#### What is being asked:
Among these entries, how many lines have the string "شعبانی" in them? Only the number is needed.
=== Section Start ===
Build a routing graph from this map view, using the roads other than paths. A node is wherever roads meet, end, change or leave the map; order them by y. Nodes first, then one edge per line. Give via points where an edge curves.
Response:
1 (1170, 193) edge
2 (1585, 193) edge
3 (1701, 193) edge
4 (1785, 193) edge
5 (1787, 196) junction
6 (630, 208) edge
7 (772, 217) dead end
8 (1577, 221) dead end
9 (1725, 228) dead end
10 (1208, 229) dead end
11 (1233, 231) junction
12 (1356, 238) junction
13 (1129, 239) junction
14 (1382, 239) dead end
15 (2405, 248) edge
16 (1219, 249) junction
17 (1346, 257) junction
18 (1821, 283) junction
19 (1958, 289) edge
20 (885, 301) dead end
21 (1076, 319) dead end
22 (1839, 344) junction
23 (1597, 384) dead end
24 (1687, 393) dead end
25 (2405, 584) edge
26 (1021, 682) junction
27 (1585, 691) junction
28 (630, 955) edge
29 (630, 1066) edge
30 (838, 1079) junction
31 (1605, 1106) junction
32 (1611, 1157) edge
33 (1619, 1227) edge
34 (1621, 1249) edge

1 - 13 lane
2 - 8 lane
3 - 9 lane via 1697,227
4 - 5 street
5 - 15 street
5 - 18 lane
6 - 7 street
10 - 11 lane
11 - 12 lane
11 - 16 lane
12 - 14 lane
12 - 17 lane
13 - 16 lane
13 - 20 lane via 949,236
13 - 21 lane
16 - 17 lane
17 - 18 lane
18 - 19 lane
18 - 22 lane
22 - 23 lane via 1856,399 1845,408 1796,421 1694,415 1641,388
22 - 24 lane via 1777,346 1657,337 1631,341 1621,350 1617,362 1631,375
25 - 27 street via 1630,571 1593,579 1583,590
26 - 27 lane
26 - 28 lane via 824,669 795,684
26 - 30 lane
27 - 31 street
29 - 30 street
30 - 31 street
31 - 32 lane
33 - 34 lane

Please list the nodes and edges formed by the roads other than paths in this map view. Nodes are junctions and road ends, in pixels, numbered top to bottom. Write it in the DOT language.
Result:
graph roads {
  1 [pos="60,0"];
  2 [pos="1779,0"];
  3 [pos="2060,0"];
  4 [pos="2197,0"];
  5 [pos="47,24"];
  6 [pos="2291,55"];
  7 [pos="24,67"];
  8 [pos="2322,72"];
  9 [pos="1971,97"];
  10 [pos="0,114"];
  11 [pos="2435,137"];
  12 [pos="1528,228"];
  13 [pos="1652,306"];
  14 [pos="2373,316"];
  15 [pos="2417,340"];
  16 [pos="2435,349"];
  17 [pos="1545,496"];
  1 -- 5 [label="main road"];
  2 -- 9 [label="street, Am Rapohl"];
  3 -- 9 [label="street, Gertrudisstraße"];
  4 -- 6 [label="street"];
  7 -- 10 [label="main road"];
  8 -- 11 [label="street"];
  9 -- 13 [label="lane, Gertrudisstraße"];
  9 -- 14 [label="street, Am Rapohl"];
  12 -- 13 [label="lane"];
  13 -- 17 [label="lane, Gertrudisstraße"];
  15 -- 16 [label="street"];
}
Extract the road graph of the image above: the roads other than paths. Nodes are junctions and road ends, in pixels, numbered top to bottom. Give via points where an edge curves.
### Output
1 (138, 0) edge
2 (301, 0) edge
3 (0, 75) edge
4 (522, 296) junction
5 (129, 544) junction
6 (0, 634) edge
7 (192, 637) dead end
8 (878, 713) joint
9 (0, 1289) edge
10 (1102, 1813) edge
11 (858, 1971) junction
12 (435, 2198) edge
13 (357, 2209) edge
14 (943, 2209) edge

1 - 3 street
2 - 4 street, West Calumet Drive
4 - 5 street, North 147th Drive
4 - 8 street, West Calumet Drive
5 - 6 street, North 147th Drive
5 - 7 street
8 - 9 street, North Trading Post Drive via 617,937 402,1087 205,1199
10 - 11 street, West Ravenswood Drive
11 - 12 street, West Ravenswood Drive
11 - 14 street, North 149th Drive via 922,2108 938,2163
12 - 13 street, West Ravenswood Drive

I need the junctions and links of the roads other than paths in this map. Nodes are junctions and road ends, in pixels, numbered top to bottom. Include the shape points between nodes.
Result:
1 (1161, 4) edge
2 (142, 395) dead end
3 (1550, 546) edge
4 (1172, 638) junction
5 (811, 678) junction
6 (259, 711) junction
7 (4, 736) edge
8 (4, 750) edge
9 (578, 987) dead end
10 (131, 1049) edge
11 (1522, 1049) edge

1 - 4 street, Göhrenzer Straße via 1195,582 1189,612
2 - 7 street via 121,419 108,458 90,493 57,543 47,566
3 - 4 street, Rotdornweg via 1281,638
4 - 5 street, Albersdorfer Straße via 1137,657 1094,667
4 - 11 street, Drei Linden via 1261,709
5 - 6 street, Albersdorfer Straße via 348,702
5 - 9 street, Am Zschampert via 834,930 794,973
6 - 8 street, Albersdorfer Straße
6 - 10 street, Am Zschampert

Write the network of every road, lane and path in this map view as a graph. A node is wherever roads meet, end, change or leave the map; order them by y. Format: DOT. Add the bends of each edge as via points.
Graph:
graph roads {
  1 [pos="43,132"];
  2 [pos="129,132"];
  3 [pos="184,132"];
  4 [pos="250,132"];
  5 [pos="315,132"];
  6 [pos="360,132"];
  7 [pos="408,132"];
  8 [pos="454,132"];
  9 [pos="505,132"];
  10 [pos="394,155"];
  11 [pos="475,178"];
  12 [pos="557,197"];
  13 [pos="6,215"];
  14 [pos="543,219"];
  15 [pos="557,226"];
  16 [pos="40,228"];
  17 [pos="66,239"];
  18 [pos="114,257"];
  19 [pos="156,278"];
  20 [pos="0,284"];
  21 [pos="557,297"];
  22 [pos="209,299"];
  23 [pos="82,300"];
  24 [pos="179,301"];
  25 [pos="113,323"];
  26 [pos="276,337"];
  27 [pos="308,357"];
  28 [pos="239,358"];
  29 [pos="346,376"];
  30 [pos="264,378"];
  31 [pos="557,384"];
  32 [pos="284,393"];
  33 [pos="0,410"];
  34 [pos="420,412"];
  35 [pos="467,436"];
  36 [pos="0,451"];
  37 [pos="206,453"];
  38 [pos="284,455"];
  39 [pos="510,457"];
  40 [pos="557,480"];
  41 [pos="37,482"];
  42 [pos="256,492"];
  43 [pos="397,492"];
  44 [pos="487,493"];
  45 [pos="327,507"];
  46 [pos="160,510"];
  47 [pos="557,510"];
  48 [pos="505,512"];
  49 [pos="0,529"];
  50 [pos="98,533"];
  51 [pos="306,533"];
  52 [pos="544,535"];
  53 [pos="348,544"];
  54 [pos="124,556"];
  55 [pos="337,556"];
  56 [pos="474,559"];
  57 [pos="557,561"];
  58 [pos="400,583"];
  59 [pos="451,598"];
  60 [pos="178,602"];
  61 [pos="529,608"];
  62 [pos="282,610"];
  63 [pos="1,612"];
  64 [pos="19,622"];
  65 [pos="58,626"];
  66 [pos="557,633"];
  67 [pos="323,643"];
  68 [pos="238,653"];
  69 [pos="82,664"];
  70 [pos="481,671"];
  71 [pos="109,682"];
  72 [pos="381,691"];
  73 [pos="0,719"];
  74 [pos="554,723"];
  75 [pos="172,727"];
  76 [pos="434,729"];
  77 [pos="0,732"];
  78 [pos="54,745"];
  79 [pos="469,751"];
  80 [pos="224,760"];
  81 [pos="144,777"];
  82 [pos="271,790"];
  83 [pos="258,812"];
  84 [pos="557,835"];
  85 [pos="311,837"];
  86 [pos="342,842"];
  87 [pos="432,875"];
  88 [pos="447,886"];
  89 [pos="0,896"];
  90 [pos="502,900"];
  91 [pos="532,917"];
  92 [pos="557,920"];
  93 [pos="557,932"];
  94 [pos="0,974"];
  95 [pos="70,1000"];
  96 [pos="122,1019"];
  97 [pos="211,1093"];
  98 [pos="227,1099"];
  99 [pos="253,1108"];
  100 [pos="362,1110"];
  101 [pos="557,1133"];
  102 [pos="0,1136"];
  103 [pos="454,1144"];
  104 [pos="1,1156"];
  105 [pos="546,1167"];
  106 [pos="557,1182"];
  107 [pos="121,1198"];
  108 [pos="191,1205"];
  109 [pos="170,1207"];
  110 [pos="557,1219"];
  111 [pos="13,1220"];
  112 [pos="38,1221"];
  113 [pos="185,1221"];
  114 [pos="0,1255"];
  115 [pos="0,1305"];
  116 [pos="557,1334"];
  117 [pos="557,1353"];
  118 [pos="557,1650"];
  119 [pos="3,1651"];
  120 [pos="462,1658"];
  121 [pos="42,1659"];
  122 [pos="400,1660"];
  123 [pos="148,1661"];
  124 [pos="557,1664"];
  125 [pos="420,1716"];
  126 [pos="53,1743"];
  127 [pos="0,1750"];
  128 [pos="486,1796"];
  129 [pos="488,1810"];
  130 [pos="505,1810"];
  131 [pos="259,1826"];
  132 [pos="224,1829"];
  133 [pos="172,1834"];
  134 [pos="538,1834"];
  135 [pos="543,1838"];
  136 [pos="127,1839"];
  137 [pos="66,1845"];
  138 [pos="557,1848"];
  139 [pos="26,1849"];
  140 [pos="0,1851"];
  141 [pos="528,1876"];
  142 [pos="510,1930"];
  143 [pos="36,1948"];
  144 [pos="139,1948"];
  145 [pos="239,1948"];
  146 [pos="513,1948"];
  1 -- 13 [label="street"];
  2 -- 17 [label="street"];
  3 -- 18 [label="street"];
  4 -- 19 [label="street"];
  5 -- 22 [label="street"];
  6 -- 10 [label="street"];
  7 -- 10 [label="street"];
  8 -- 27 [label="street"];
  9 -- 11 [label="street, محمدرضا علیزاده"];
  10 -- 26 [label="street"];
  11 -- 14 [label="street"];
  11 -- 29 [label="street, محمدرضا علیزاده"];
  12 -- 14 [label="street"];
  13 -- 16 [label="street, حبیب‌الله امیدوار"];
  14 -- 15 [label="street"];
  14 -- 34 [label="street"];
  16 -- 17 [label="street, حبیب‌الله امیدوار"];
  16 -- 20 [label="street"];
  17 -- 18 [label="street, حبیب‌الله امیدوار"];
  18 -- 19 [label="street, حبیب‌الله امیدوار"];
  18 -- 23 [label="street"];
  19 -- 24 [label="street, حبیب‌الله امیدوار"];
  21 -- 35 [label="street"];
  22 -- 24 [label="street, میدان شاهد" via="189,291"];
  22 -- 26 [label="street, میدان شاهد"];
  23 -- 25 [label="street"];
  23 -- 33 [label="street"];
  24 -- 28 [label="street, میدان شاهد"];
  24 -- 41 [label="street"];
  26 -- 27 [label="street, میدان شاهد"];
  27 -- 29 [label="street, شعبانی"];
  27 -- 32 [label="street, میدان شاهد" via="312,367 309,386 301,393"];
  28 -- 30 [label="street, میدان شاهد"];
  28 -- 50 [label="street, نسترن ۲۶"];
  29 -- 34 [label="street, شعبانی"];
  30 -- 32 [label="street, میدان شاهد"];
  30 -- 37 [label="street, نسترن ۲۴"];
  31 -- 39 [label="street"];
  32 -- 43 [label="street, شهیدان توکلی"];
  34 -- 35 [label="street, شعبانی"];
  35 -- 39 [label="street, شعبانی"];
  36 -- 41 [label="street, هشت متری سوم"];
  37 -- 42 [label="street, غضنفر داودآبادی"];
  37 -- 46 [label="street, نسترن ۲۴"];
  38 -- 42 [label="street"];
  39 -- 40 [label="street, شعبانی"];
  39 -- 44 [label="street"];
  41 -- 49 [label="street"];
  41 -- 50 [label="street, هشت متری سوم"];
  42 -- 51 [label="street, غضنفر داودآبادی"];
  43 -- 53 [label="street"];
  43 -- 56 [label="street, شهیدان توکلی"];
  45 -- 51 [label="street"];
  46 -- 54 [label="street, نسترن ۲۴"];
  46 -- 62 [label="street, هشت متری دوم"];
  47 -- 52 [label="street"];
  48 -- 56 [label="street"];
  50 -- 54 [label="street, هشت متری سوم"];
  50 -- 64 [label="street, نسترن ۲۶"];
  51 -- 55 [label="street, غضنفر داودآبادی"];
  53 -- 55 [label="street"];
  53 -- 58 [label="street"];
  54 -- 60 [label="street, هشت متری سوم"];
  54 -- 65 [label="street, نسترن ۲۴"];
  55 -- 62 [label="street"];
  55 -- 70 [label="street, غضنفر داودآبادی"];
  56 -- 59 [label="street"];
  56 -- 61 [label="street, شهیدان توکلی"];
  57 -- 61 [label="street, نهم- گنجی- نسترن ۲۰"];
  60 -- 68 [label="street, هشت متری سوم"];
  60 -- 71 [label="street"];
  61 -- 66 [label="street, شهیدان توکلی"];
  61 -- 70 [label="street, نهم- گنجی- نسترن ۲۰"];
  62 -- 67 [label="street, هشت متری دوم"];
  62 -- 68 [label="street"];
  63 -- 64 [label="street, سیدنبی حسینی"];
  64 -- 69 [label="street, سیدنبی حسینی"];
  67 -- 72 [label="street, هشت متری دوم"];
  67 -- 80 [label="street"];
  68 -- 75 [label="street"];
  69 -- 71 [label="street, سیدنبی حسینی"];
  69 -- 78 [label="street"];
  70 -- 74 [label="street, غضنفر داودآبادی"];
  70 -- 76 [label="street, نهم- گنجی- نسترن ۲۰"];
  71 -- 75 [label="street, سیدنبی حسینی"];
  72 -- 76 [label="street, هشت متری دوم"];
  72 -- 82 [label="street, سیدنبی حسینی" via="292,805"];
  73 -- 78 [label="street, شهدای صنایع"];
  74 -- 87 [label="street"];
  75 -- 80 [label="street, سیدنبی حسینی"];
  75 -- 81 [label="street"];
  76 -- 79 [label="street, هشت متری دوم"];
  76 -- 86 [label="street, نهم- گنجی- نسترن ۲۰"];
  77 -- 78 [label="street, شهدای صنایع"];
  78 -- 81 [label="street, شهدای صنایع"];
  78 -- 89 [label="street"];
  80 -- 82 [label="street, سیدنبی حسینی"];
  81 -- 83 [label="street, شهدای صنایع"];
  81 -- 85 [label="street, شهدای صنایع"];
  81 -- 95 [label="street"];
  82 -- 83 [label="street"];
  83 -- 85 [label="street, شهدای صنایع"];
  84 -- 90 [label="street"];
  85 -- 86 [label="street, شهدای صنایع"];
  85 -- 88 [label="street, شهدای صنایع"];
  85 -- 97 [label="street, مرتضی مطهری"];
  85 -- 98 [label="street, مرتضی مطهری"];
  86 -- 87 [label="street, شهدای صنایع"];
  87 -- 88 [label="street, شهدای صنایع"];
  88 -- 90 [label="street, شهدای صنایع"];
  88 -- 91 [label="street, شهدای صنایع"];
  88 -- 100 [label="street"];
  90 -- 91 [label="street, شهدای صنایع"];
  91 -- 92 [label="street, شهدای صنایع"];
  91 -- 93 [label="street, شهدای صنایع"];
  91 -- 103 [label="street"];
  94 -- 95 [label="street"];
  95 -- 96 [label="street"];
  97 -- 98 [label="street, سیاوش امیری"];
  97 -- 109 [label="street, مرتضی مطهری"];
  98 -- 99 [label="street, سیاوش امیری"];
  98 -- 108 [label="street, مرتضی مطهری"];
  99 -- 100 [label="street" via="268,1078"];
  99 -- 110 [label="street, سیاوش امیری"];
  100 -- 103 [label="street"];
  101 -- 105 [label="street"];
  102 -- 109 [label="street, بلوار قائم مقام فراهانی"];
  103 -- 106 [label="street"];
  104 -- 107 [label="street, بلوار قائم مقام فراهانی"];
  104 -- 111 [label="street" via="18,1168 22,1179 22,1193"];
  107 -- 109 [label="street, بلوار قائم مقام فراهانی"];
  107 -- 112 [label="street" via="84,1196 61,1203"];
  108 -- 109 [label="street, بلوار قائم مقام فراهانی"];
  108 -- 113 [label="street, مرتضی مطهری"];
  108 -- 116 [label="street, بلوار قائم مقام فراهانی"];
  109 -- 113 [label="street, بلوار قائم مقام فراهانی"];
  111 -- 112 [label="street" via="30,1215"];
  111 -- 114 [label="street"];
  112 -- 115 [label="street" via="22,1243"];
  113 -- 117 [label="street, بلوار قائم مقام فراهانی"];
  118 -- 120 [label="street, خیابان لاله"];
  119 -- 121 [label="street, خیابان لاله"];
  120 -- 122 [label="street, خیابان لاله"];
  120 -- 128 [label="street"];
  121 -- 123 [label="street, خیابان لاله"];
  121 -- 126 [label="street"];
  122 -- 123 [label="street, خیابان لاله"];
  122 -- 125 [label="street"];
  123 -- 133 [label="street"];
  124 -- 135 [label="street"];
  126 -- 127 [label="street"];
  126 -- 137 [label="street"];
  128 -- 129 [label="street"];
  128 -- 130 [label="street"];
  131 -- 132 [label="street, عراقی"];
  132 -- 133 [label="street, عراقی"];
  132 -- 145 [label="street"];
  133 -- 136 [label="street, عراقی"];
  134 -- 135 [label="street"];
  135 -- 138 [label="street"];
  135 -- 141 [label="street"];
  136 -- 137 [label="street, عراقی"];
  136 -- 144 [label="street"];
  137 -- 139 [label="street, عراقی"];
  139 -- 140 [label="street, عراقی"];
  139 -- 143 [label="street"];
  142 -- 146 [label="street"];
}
=== Section End ===
#### Response to the exercise:
5